「何か食べ物を頂戴」
「もう少しで、お菓子の時間だから待ってください」
「お菓子って何?」
その質問に言葉が一瞬止まった。
「お菓子は美味しいものです」
客観的に見ていた僕は、もし自分がその質問をされたらなんて答えるだろう?
「お菓子は3時に食べるものです」
「甘くて美味しいものです。

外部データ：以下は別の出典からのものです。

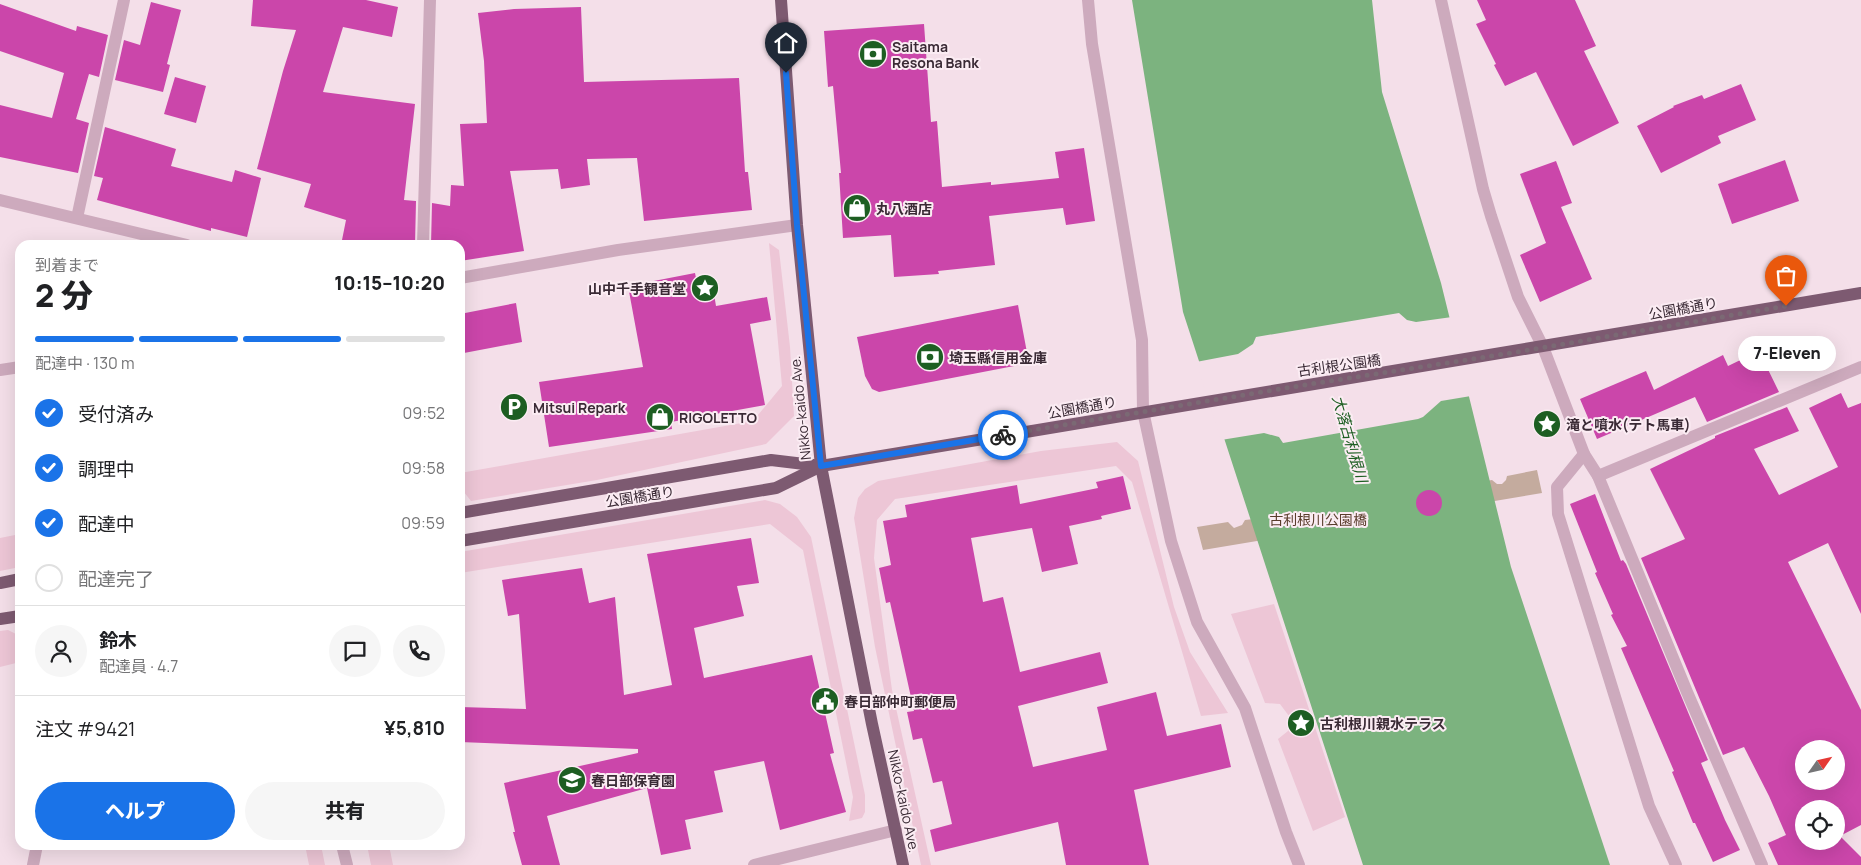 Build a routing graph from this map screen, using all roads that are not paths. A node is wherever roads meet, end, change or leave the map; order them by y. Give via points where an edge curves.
1 (124, 0) edge
2 (430, 0) edge
3 (781, 0) edge
4 (1088, 0) edge
5 (1441, 0) edge
6 (0, 200) edge
7 (77, 218) junction
8 (797, 225) junction
9 (167, 240) edge
10 (422, 240) edge
11 (465, 277) edge
12 (1861, 294) edge
13 (1543, 347) junction
14 (1511, 353) joint
15 (1861, 367) edge
16 (15, 368) edge
17 (0, 370) edge
18 (1170, 408) joint
19 (1143, 411) junction
20 (1584, 454) junction
21 (821, 466) junction
22 (1598, 476) junction
23 (465, 512) edge
24 (465, 540) edge
25 (15, 580) edge
26 (0, 582) edge
27 (15, 617) edge
28 (0, 620) edge
29 (896, 830) junction
30 (36, 850) edge
31 (343, 850) edge
32 (32, 865) edge
33 (347, 865) edge
34 (754, 865) edge
35 (903, 865) edge
36 (1299, 865) edge
37 (1676, 865) edge
38 (1762, 865) edge

1 - 7 street
2 - 10 street
3 - 8 main road, Nikko-kaido Ave.
4 - 19 street via 1092,44 1142,340
5 - 13 street via 1483,189 1518,297
6 - 7 street
7 - 9 street
8 - 11 street via 618,250
8 - 21 main road, Nikko-kaido Ave.
12 - 13 main road, 公園橋通り
13 - 14 main road, 公園橋通り
13 - 20 street
14 - 18 main road, 古利根公園橋
15 - 22 street
16 - 17 street
18 - 19 main road, 公園橋通り
19 - 21 main road, 公園橋通り
19 - 36 street via 1171,541 1197,622 1245,708
20 - 22 street
20 - 37 street via 1557,488 1558,514 1649,806
21 - 23 main road, 公園橋通り via 771,460
21 - 24 main road, 公園橋通り via 776,488
21 - 29 main road, Nikko-kaido Ave.
22 - 38 street
25 - 26 main road
27 - 28 main road
29 - 34 street
29 - 35 main road, Nikko-kaido Ave.
30 - 32 street
31 - 33 street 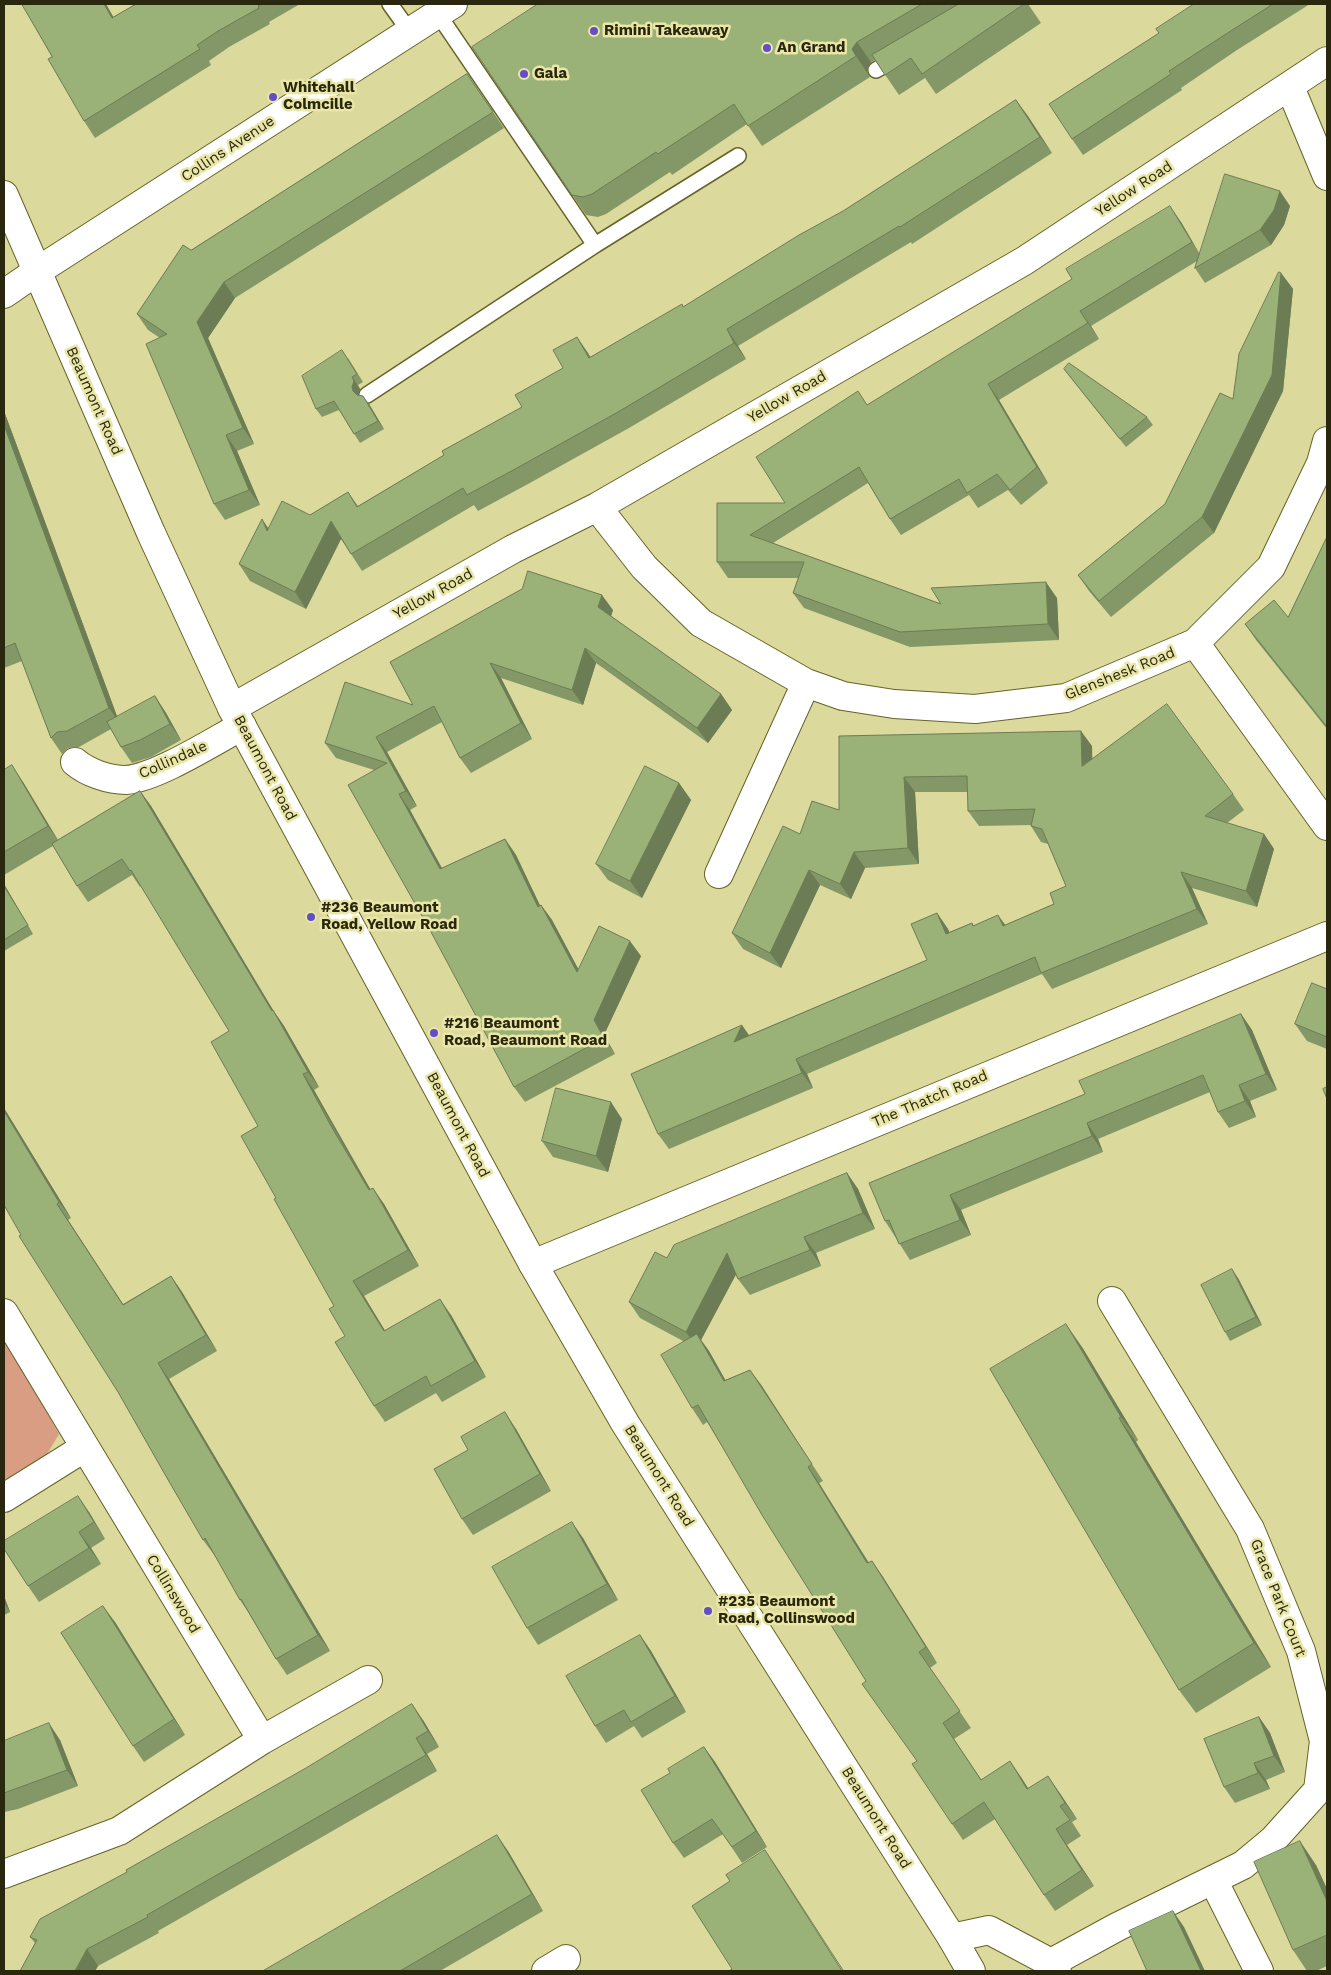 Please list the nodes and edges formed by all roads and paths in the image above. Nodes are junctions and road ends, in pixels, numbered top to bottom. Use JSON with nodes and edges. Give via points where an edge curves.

」
すると、僕に老女がやって来て、
「ここはどこですか?」
僕は、またかよみたいな感じで、
「渋谷区……です」
と答えると
「ありがとうございます」
この質問も今日で10回は超える。
すると次に、
「おしっこ行きたい」
今日何回行けば気が済むんだよよ内心想いながら、
「どうぞ、行ってください」
「トイレは何処?」
「あちらにある黒い扉になります」
そういって、眼鏡をかけた老女は、背中を丸めながら一人で歩いてトイレへ向う。
やっと、波が落ち着いたと思うと…
「私、もう帰りたいんだけど…」
髪の毛にパーマをかけ、爪にマニュキュアをした老女が尋ねて来る。
「お菓子食べて、少ししたら帰れるのでお待ち下さい」
そう言って優しく、老女達に返答していく。
『帰宅願望』は認知症になると、酷くなる。
元々、僕自身介護の業界に入ったのは、20代の後半だった。
それまで、なんとなく生きてきてアルバイトと日銭のお金で実家暮らしをしていた。
高校受験に失敗した僕は、僕とは違って収集な姉と違い人生を諦めていた。